Records from a dataset:
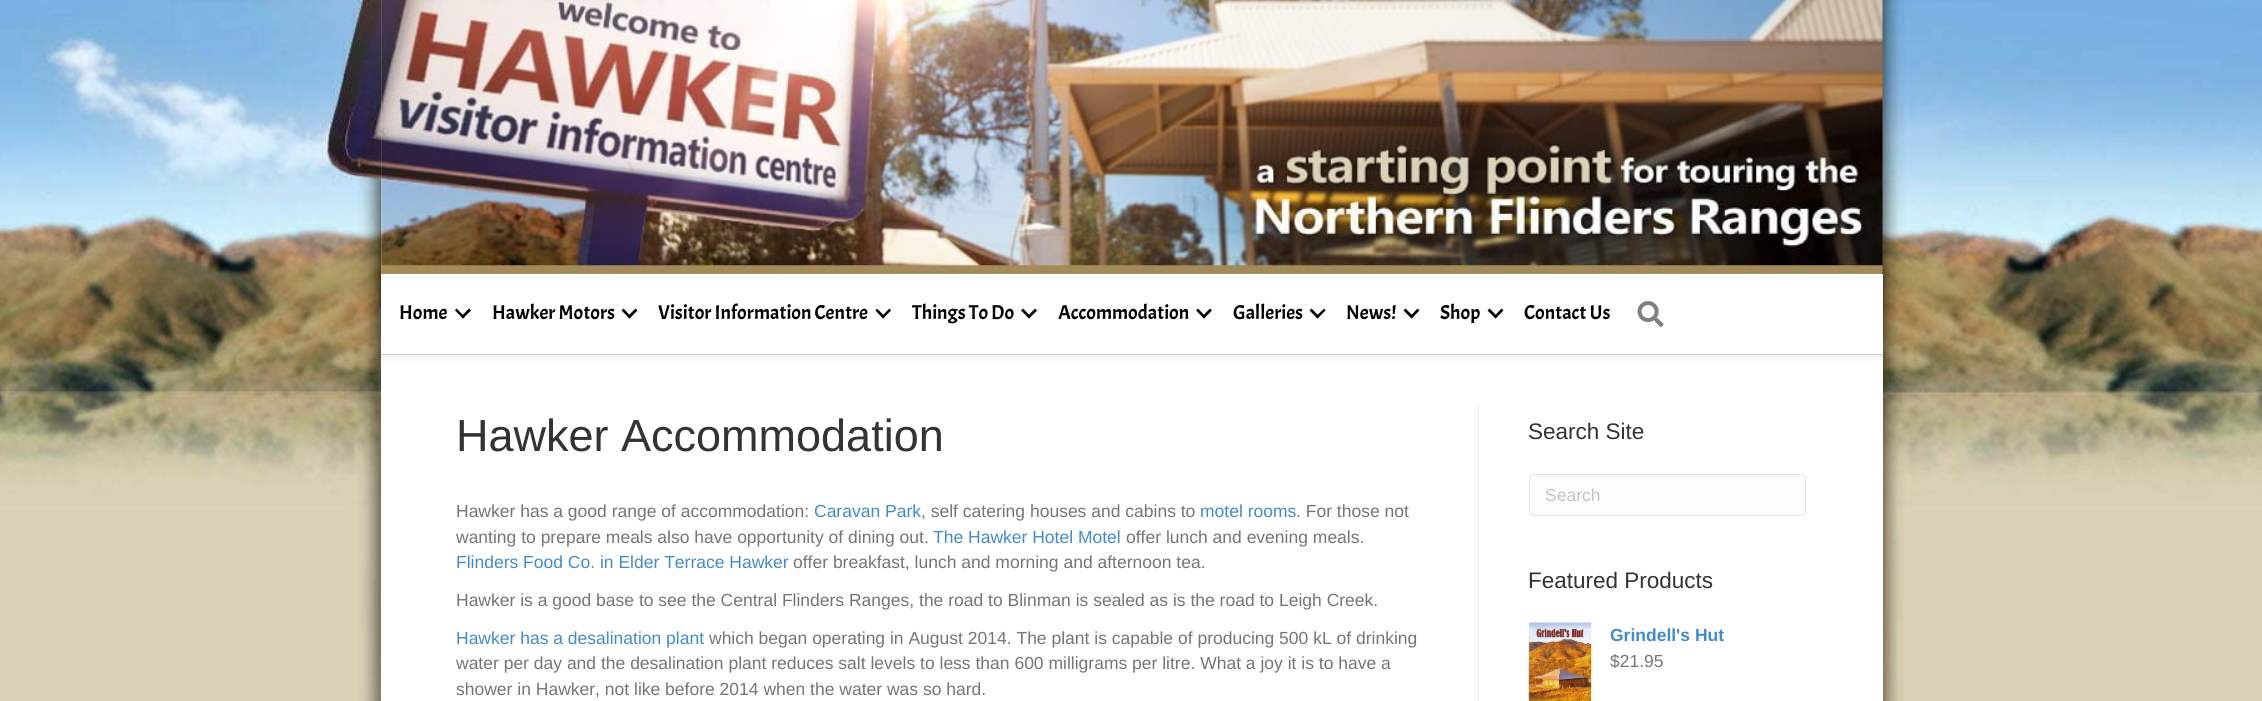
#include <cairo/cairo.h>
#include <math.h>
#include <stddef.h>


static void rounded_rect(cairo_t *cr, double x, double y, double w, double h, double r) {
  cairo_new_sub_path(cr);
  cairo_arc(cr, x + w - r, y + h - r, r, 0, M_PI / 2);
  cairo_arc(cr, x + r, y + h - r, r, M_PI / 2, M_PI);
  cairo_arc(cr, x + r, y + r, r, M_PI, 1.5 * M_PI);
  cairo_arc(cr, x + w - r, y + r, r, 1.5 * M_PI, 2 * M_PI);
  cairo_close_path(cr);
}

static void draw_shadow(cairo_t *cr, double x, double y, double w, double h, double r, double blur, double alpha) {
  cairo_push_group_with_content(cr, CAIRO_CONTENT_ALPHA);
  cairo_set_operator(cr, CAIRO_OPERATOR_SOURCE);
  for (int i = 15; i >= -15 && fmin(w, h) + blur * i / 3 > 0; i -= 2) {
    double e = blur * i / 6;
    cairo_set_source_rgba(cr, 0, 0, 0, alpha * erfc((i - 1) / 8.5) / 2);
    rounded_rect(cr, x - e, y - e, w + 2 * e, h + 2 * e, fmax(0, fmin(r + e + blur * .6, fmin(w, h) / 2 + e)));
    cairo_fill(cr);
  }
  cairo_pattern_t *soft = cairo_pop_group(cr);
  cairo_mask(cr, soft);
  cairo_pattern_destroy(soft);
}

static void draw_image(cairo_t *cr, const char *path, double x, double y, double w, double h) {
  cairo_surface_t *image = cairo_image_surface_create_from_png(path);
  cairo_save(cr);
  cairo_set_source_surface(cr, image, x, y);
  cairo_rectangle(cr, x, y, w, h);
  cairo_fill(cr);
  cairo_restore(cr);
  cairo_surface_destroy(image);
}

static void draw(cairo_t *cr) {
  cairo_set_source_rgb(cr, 1, 1, 1);
  cairo_paint(cr);
  draw_image(cr, "images/1.png", 0, 0, 2262, 701);
  draw_image(cr, "images/2.png", 381, 0, 1502, 274);
  cairo_set_source_rgb(cr, 1, 1, 1);
  cairo_rectangle(cr, 381, 355, 1502, 346);
  cairo_fill(cr);
  cairo_set_source_rgb(cr, 0, 0, 0);
  draw_shadow(cr, 380, 274, 1504, 84, 0, 3, 0.07);
  cairo_set_source_rgb(cr, 1, 1, 1);
  cairo_rectangle(cr, 381, 274, 1502, 80);
  cairo_fill(cr);
  cairo_set_source_rgb(cr, 209 / 255.0, 209 / 255.0, 209 / 255.0);
  cairo_rectangle(cr, 381, 354, 1502, 1);
  cairo_fill(cr);
  cairo_set_source_rgb(cr, 2 / 255.0, 0, 0);
  cairo_new_path(cr);
  cairo_move_to(cr, 469, 308.5);
  cairo_line_to(cr, 471, 310.5);
  cairo_line_to(cr, 463, 318.5);
  cairo_line_to(cr, 461, 316.5);
  cairo_close_path(cr);
  cairo_fill(cr);
  cairo_new_path(cr);
  cairo_move_to(cr, 456.5, 308.5);
  cairo_line_to(cr, 464.5, 316.5);
  cairo_line_to(cr, 463, 318.5);
  cairo_line_to(cr, 455, 310.5);
  cairo_close_path(cr);
  cairo_fill(cr);
  cairo_new_path(cr);
  cairo_move_to(cr, 635.5, 308.5);
  cairo_line_to(cr, 637.5, 310.5);
  cairo_line_to(cr, 629.5, 318.5);
  cairo_line_to(cr, 627.5, 316.5);
  cairo_close_path(cr);
  cairo_fill(cr);
  cairo_new_path(cr);
  cairo_move_to(cr, 623.5, 308.5);
  cairo_line_to(cr, 631, 316.5);
  cairo_line_to(cr, 629.5, 318.5);
  cairo_line_to(cr, 621.5, 310.5);
  cairo_close_path(cr);
  cairo_fill(cr);
  cairo_new_path(cr);
  cairo_move_to(cr, 889.5, 308.5);
  cairo_line_to(cr, 891, 310.5);
  cairo_line_to(cr, 883, 318.5);
  cairo_line_to(cr, 881.5, 316.5);
  cairo_close_path(cr);
  cairo_fill(cr);
  cairo_new_path(cr);
  cairo_move_to(cr, 877, 308.5);
  cairo_line_to(cr, 885, 316.5);
  cairo_line_to(cr, 883, 318.5);
  cairo_line_to(cr, 875.5, 310.5);
  cairo_close_path(cr);
  cairo_fill(cr);
  cairo_new_path(cr);
  cairo_move_to(cr, 1035, 308.5);
  cairo_line_to(cr, 1037, 310.5);
  cairo_line_to(cr, 1029, 318.5);
  cairo_line_to(cr, 1027.5, 316.5);
  cairo_close_path(cr);
  cairo_fill(cr);
  cairo_new_path(cr);
  cairo_move_to(cr, 1023, 308.5);
  cairo_line_to(cr, 1031, 316.5);
  cairo_line_to(cr, 1029, 318.5);
  cairo_line_to(cr, 1021, 310.5);
  cairo_close_path(cr);
  cairo_fill(cr);
  cairo_new_path(cr);
  cairo_move_to(cr, 1210, 308.5);
  cairo_line_to(cr, 1212, 310.5);
  cairo_line_to(cr, 1204, 318.5);
  cairo_line_to(cr, 1202, 316.5);
  cairo_close_path(cr);
  cairo_fill(cr);
  cairo_new_path(cr);
  cairo_move_to(cr, 1198, 308.5);
  cairo_line_to(cr, 1205.5, 316.5);
  cairo_line_to(cr, 1204, 318.5);
  cairo_line_to(cr, 1196, 310.5);
  cairo_close_path(cr);
  cairo_fill(cr);
  cairo_new_path(cr);
  cairo_move_to(cr, 1324, 308.5);
  cairo_line_to(cr, 1325.5, 310.5);
  cairo_line_to(cr, 1317.5, 318.5);
  cairo_line_to(cr, 1316, 316.5);
  cairo_close_path(cr);
  cairo_fill(cr);
  cairo_new_path(cr);
  cairo_move_to(cr, 1311.5, 308.5);
  cairo_line_to(cr, 1319.5, 316.5);
  cairo_line_to(cr, 1317.5, 318.5);
  cairo_line_to(cr, 1309.5, 310.5);
  cairo_close_path(cr);
  cairo_fill(cr);
  cairo_new_path(cr);
  cairo_move_to(cr, 1417.5, 308.5);
  cairo_line_to(cr, 1419.5, 310.5);
  cairo_line_to(cr, 1411.5, 318.5);
  cairo_line_to(cr, 1410, 316.5);
  cairo_close_path(cr);
  cairo_fill(cr);
  cairo_new_path(cr);
  cairo_move_to(cr, 1405.5, 308.5);
  cairo_line_to(cr, 1413.5, 316.5);
  cairo_line_to(cr, 1411.5, 318.5);
  cairo_line_to(cr, 1403.5, 310.5);
  cairo_close_path(cr);
  cairo_fill(cr);
  cairo_new_path(cr);
  cairo_move_to(cr, 1501.5, 308.5);
  cairo_line_to(cr, 1503.5, 310.5);
  cairo_line_to(cr, 1495.5, 318.5);
  cairo_line_to(cr, 1494, 316.5);
  cairo_close_path(cr);
  cairo_fill(cr);
  cairo_new_path(cr);
  cairo_move_to(cr, 1489.5, 308.5);
  cairo_line_to(cr, 1497.5, 316.5);
  cairo_line_to(cr, 1495.5, 318.5);
  cairo_line_to(cr, 1487.5, 310.5);
  cairo_close_path(cr);
  cairo_fill(cr);
  draw_image(cr, "images/3.png", 1637, 301, 27, 26);
  cairo_set_source_rgb(cr, 230 / 255.0, 230 / 255.0, 230 / 255.0);
  cairo_rectangle(cr, 1478, 405, 1, 296);
  cairo_fill(cr);
  cairo_set_source_rgb(cr, 252 / 255.0, 252 / 255.0, 252 / 255.0);
  rounded_rect(cr, 1529.5, 474.5, 276, 41, 4.5);
  cairo_fill_preserve(cr);
  cairo_set_source_rgb(cr, 230 / 255.0, 230 / 255.0, 230 / 255.0);
  cairo_set_line_width(cr, 1);
  cairo_stroke(cr);
  draw_image(cr, "images/4.png", 1528, 622, 64, 79);
  cairo_select_font_face(cr, "Acme", CAIRO_FONT_SLANT_NORMAL, CAIRO_FONT_WEIGHT_NORMAL);
  cairo_set_font_size(cr, 20);
  cairo_set_source_rgb(cr, 2 / 255.0, 0, 0);
  cairo_move_to(cr, 399, 319);
  cairo_show_text(cr, "Home");
  cairo_move_to(cr, 492, 319);
  cairo_show_text(cr, "Hawker Motors");
  cairo_move_to(cr, 658, 319);
  cairo_show_text(cr, "Visitor Information Centre");
  cairo_move_to(cr, 912, 319);
  cairo_show_text(cr, "Things To Do");
  cairo_move_to(cr, 1058, 319);
  cairo_show_text(cr, "Accommodation");
  cairo_move_to(cr, 1233, 319);
  cairo_show_text(cr, "Galleries");
  cairo_move_to(cr, 1346, 319);
  cairo_show_text(cr, "News!");
  cairo_move_to(cr, 1440, 319);
  cairo_show_text(cr, "Shop");
  cairo_move_to(cr, 1524, 319);
  cairo_show_text(cr, "Contact Us");
  cairo_select_font_face(cr, "Liberation Sans", CAIRO_FONT_SLANT_NORMAL, CAIRO_FONT_WEIGHT_NORMAL);
  cairo_set_font_size(cr, 45);
  cairo_set_source_rgb(cr, 51 / 255.0, 51 / 255.0, 51 / 255.0);
  cairo_move_to(cr, 456, 451);
  cairo_show_text(cr, "Hawker Accommodation");
  cairo_set_font_size(cr, 17.5);
  cairo_set_source_rgb(cr, 117 / 255.0, 117 / 255.0, 117 / 255.0);
  cairo_move_to(cr, 456, 517);
  cairo_show_text(cr, "Hawker has a good range of accommodation:");
  cairo_set_source_rgb(cr, 66 / 255.0, 139 / 255.0, 202 / 255.0);
  cairo_move_to(cr, 814, 517);
  cairo_show_text(cr, "Caravan Park");
  cairo_set_source_rgb(cr, 117 / 255.0, 117 / 255.0, 117 / 255.0);
  cairo_move_to(cr, 921, 517);
  cairo_show_text(cr, ", self catering houses and cabins to");
  cairo_set_source_rgb(cr, 66 / 255.0, 139 / 255.0, 202 / 255.0);
  cairo_move_to(cr, 1200, 517);
  cairo_show_text(cr, "motel rooms");
  cairo_set_source_rgb(cr, 117 / 255.0, 117 / 255.0, 117 / 255.0);
  cairo_move_to(cr, 1296, 517);
  cairo_show_text(cr, ". For those not");
  cairo_move_to(cr, 456, 543);
  cairo_show_text(cr, "wanting to prepare meals also have opportunity of dining out.");
  cairo_set_source_rgb(cr, 66 / 255.0, 139 / 255.0, 202 / 255.0);
  cairo_move_to(cr, 933, 543);
  cairo_show_text(cr, "The Hawker Hotel Motel");
  cairo_set_source_rgb(cr, 117 / 255.0, 117 / 255.0, 117 / 255.0);
  cairo_move_to(cr, 1126, 543);
  cairo_show_text(cr, "offer lunch and evening meals.");
  cairo_set_source_rgb(cr, 66 / 255.0, 139 / 255.0, 202 / 255.0);
  cairo_move_to(cr, 456, 568);
  cairo_show_text(cr, "Flinders Food Co. in Elder Terrace Hawker");
  cairo_set_source_rgb(cr, 117 / 255.0, 117 / 255.0, 117 / 255.0);
  cairo_move_to(cr, 793, 568);
  cairo_show_text(cr, "offer breakfast, lunch and morning and afternoon tea.");
  cairo_move_to(cr, 456, 606);
  cairo_show_text(cr, "Hawker is a good base to see the Central Flinders Ranges, the road to Blinman is sealed as is the road to Leigh Creek.");
  cairo_set_source_rgb(cr, 66 / 255.0, 139 / 255.0, 202 / 255.0);
  cairo_move_to(cr, 456, 644);
  cairo_show_text(cr, "Hawker has a desalination plant");
  cairo_set_source_rgb(cr, 117 / 255.0, 117 / 255.0, 117 / 255.0);
  cairo_move_to(cr, 709, 644);
  cairo_show_text(cr, "which began operating in August 2014. The plant is capable of producing 500 kL of drinking");
  cairo_move_to(cr, 456, 669);
  cairo_show_text(cr, "water per day and the desalination plant reduces salt levels to less than 600 milligrams per litre. What a joy it is to have a");
  cairo_move_to(cr, 456, 695);
  cairo_show_text(cr, "shower in Hawker, not like before 2014 when the water was so hard.");
  cairo_set_font_size(cr, 22.5);
  cairo_set_source_rgb(cr, 51 / 255.0, 51 / 255.0, 51 / 255.0);
  cairo_move_to(cr, 1528, 439);
  cairo_show_text(cr, "Search Site");
  cairo_set_font_size(cr, 17.5);
  cairo_set_source_rgb(cr, 198 / 255.0, 198 / 255.0, 198 / 255.0);
  cairo_move_to(cr, 1545, 501);
  cairo_show_text(cr, "Search");
  cairo_set_font_size(cr, 22.5);
  cairo_set_source_rgb(cr, 51 / 255.0, 51 / 255.0, 51 / 255.0);
  cairo_move_to(cr, 1528, 588);
  cairo_show_text(cr, "Featured Products");
  cairo_select_font_face(cr, "Liberation Sans", CAIRO_FONT_SLANT_NORMAL, CAIRO_FONT_WEIGHT_BOLD);
  cairo_set_font_size(cr, 17.5);
  cairo_set_source_rgb(cr, 66 / 255.0, 139 / 255.0, 202 / 255.0);
  cairo_move_to(cr, 1610, 641);
  cairo_show_text(cr, "Grindell's Hut");
  cairo_select_font_face(cr, "Liberation Sans", CAIRO_FONT_SLANT_NORMAL, CAIRO_FONT_WEIGHT_NORMAL);
  cairo_set_source_rgb(cr, 117 / 255.0, 117 / 255.0, 117 / 255.0);
  cairo_move_to(cr, 1610, 667);
  cairo_show_text(cr, "$21.95");
}

int main(void) {
  cairo_surface_t *surface = cairo_image_surface_create(CAIRO_FORMAT_RGB24, 2262, 701);
  cairo_t *cr = cairo_create(surface);
  cairo_font_options_t *options = cairo_font_options_create();
  cairo_font_options_set_hint_metrics(options, CAIRO_HINT_METRICS_OFF);
  cairo_font_options_set_hint_style(options, CAIRO_HINT_STYLE_NONE);
  cairo_set_font_options(cr, options);
  cairo_set_miter_limit(cr, 4);
  draw(cr);
  cairo_surface_write_to_png(surface, "out.png");
  cairo_font_options_destroy(options);
  cairo_destroy(cr);
  cairo_surface_destroy(surface);
  return 0;
}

### PROBLEM
From the records above, copy out the line with "static void draw_image(cairo_t", the line with "static void draw(cairo_t", and every line between them, word for word.

### ANSWER
static void draw_image(cairo_t *cr, const char *path, double x, double y, double w, double h) {
  cairo_surface_t *image = cairo_image_surface_create_from_png(path);
  cairo_save(cr);
  cairo_set_source_surface(cr, image, x, y);
  cairo_rectangle(cr, x, y, w, h);
  cairo_fill(cr);
  cairo_restore(cr);
  cairo_surface_destroy(image);
}

static void draw(cairo_t *cr) {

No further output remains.